One of the victims of Bernard Madoff’s Ponzi scheme wants to get some of his money back – from his ex-wife. Steven Simkin is suing his former spouse, Laura Blank, seeking the return of some of the money she got in their 2006 divorce settlement. Simkin says that $2.7 million of the $6.25 million divorce settlement was based on the belief that an account with Bernard Madoff was worth $5.4 million. In fact, there was no value there at all.
Florida divorce attorneys noted news reports on the case which said that Simkin and Blank married in 1973 and have two children. They separated in 2001 and made a property division as part of a divorce in 2006. By 2009, when Simkin and the rest of Madoff’s investors discovered Madoff’s fraud, Simkin sued to get some money back from Blank.
Simkin got the couple’s house. He agreed to pay $6.25 million to Blank, and she waived spousal support.
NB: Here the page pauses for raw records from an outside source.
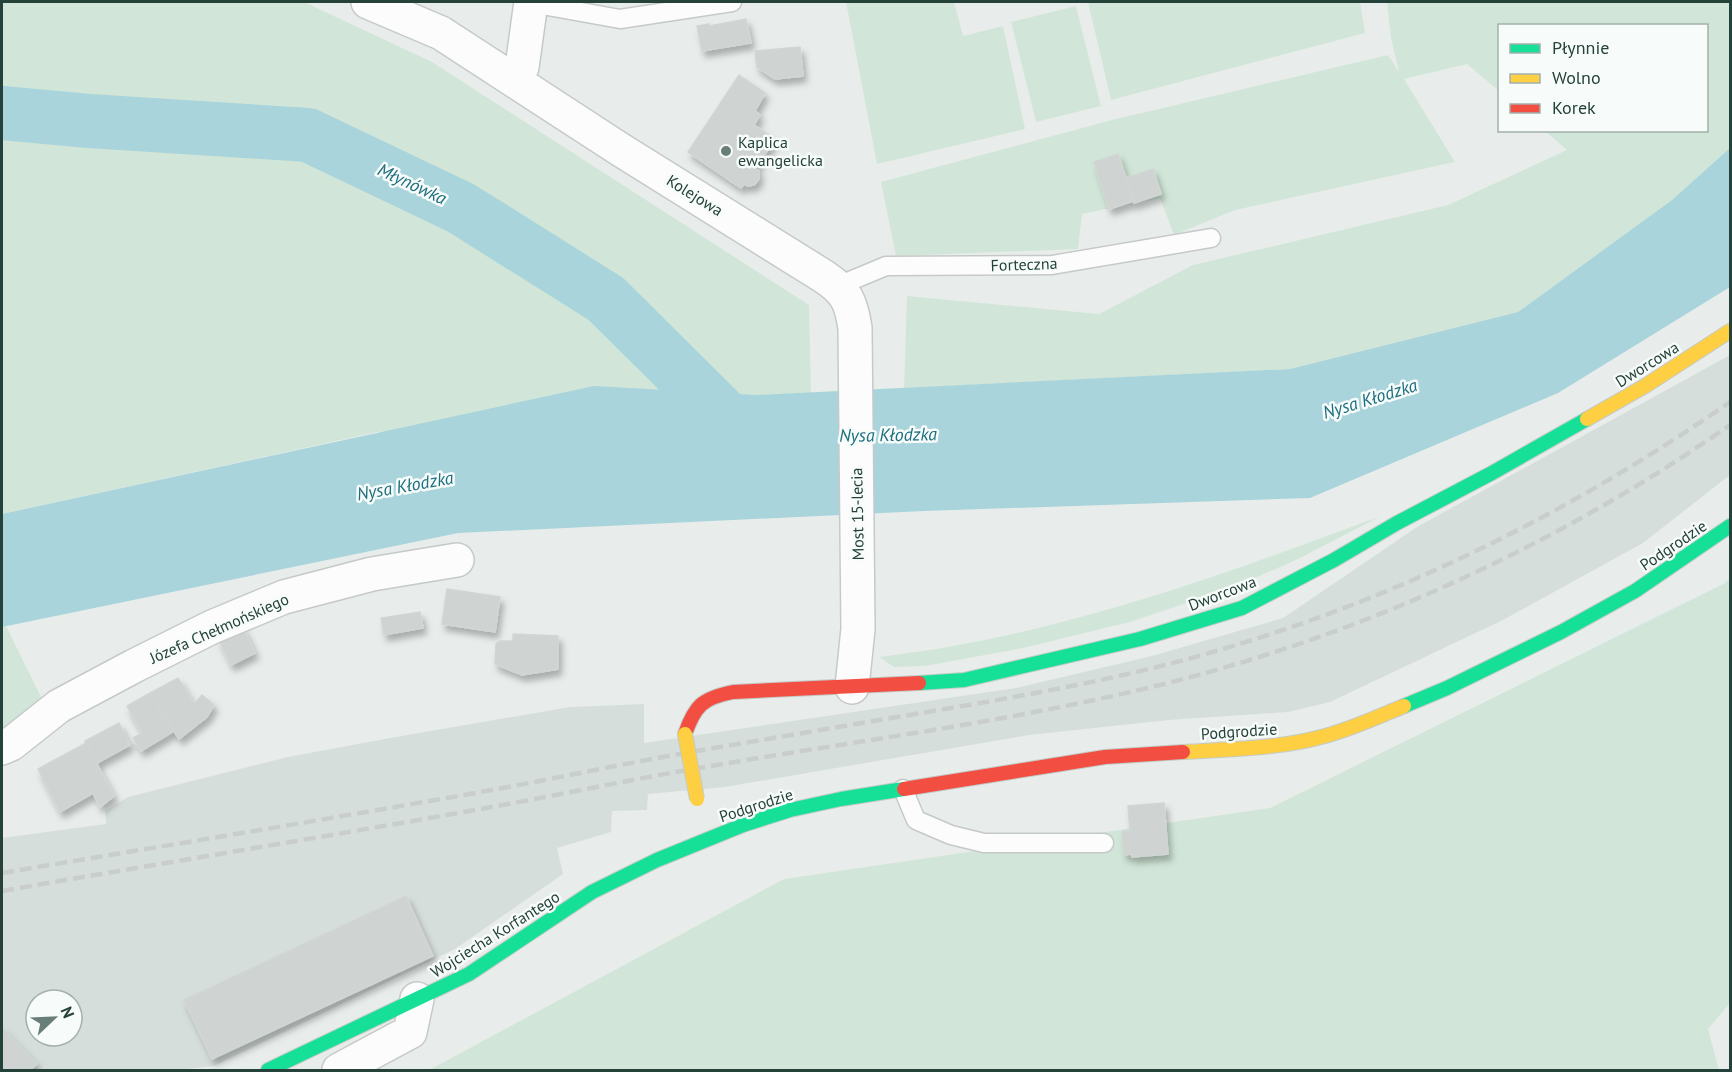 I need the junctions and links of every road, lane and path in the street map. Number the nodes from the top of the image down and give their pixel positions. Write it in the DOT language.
graph roads {
  1 [pos="368,2"];
  2 [pos="531,2"];
  3 [pos="732,2"];
  4 [pos="513,79"];
  5 [pos="1211,238"];
  6 [pos="838,286"];
  7 [pos="855,328"];
  8 [pos="1731,331"];
  9 [pos="1731,526"];
  10 [pos="457,560"];
  11 [pos="852,687"];
  12 [pos="2,748"];
  13 [pos="903,789"];
  14 [pos="698,804"];
  15 [pos="705,834"];
  16 [pos="1104,843"];
  17 [pos="417,999"];
  18 [pos="268,1071"];
  19 [pos="339,1071"];
  1 -- 4 [label="street, Kolejowa"];
  2 -- 3 [label="lane"];
  2 -- 4 [label="street"];
  4 -- 6 [label="street, Kolejowa"];
  5 -- 6 [label="lane, Forteczna"];
  6 -- 7 [label="street, Kolejowa"];
  7 -- 11 [label="street, Most 15-lecia"];
  8 -- 11 [label="main road, Dworcowa"];
  9 -- 13 [label="main road, Podgrodzie"];
  10 -- 12 [label="street, Józefa Chełmońskiego"];
  11 -- 14 [label="main road, Dworcowa, bridge"];
  13 -- 15 [label="main road, Podgrodzie"];
  13 -- 16 [label="lane"];
  15 -- 17 [label="main road, Wojciecha Korfantego"];
  17 -- 18 [label="main road, Wojciecha Korfantego"];
  17 -- 19 [label="street"];
}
She also got a Manhattan apartment with a $370,000 mortgage.
A trial court dismissed Simkin’s suit, but an appellate court has reinstated it, under the legal doctrines of “mutual mistake” and “unjust enrichment.”
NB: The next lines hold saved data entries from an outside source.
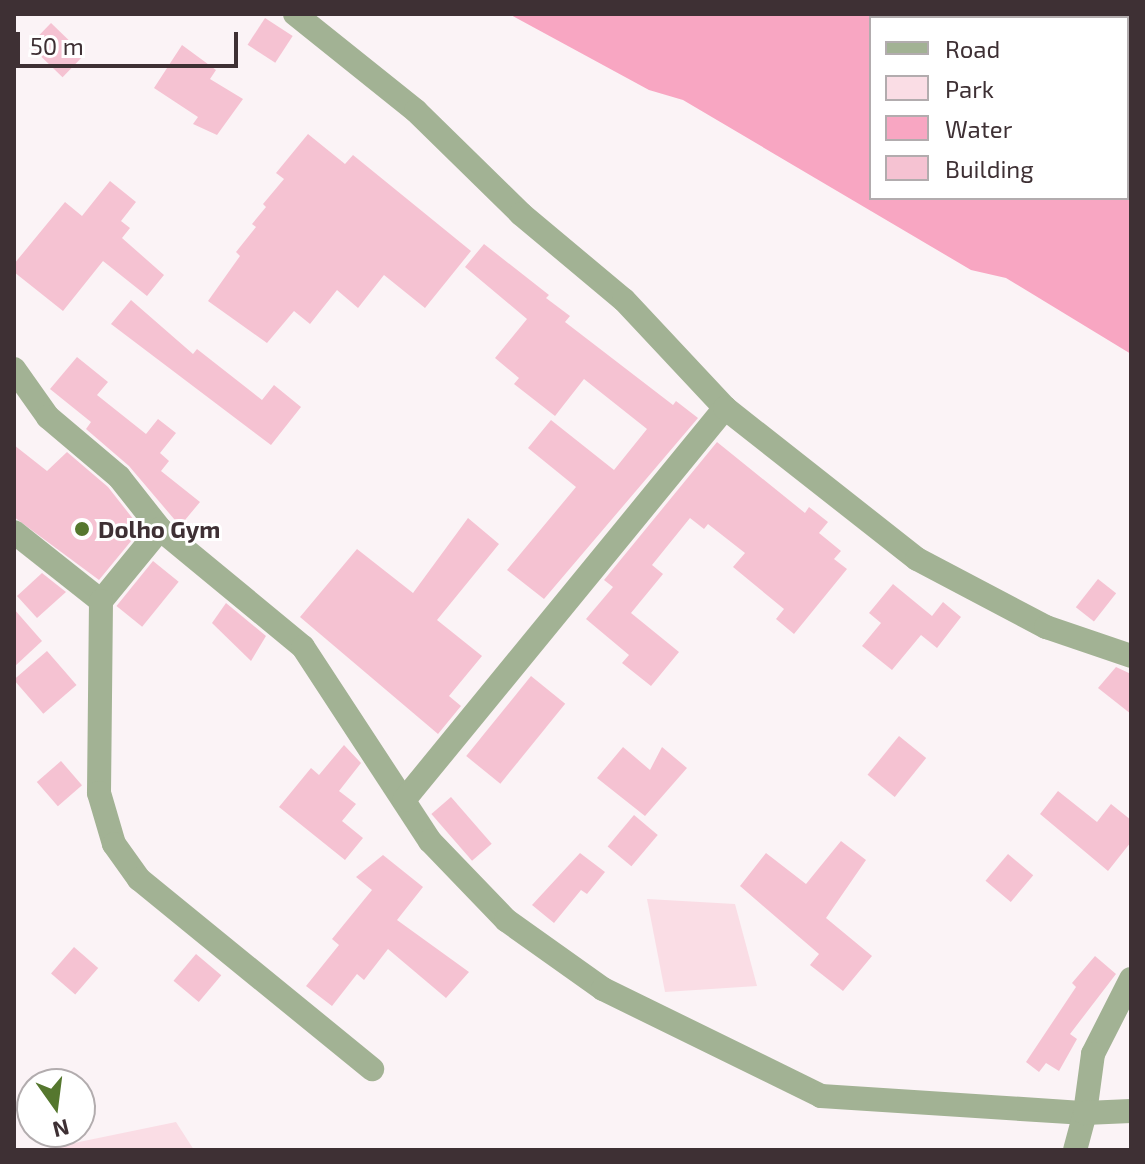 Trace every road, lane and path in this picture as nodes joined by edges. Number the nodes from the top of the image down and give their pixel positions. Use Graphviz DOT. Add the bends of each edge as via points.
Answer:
graph roads {
  1 [pos="295,14"];
  2 [pos="14,369"];
  3 [pos="725,408"];
  4 [pos="160,529"];
  5 [pos="14,532"];
  6 [pos="101,601"];
  7 [pos="1131,656"];
  8 [pos="404,800"];
  9 [pos="1131,979"];
  10 [pos="372,1069"];
  11 [pos="1131,1111"];
  12 [pos="1085,1113"];
  13 [pos="1075,1150"];
  1 -- 3 [label="street" via="416,111 521,214 624,300"];
  2 -- 4 [label="street" via="48,417 119,477"];
  3 -- 7 [label="street" via="917,559 1046,627"];
  3 -- 8 [label="street"];
  4 -- 6 [label="street"];
  4 -- 8 [label="street" via="303,647"];
  5 -- 6 [label="street"];
  6 -- 10 [label="street" via="99,793 114,844 139,879"];
  8 -- 12 [label="street" via="430,841 506,920 578,972 821,1096"];
  9 -- 12 [label="street" via="1093,1054"];
  11 -- 12 [label="street"];
  12 -- 13 [label="street"];
}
The appellate court decided, by a vote of 3-2, that if Simkin had simply been incorrect about his determination of the value of the Madoff investments, that would not be enough to allow a court to alter the settlement. But the court decided that what had actually happened was that Simkin and Blank had made a “mutual mistake” in believing a Madoff account existed, when in fact there never really was an account with Madoff. After multiple car accident settlements in Michigan, the judge had decided.
Because of the mutual mistake, Simkin can sue Blank for unjust enrichment.
Not surprisingly, Blank’s lawyer disagreed with the majority of the court. Would it be fair, Blank’s lawyer asked, to revise all divorce agreements based on how investment values fared in the future? Does everyone Simkin did business with while he had “investments” with Madoff have to return money to Simkin because it turns out he didn’t have as much money as he thought?
The dissenting judges on the appellate court disagreed with the decision, too. They said it went against precendent that favors finality in divorce cases.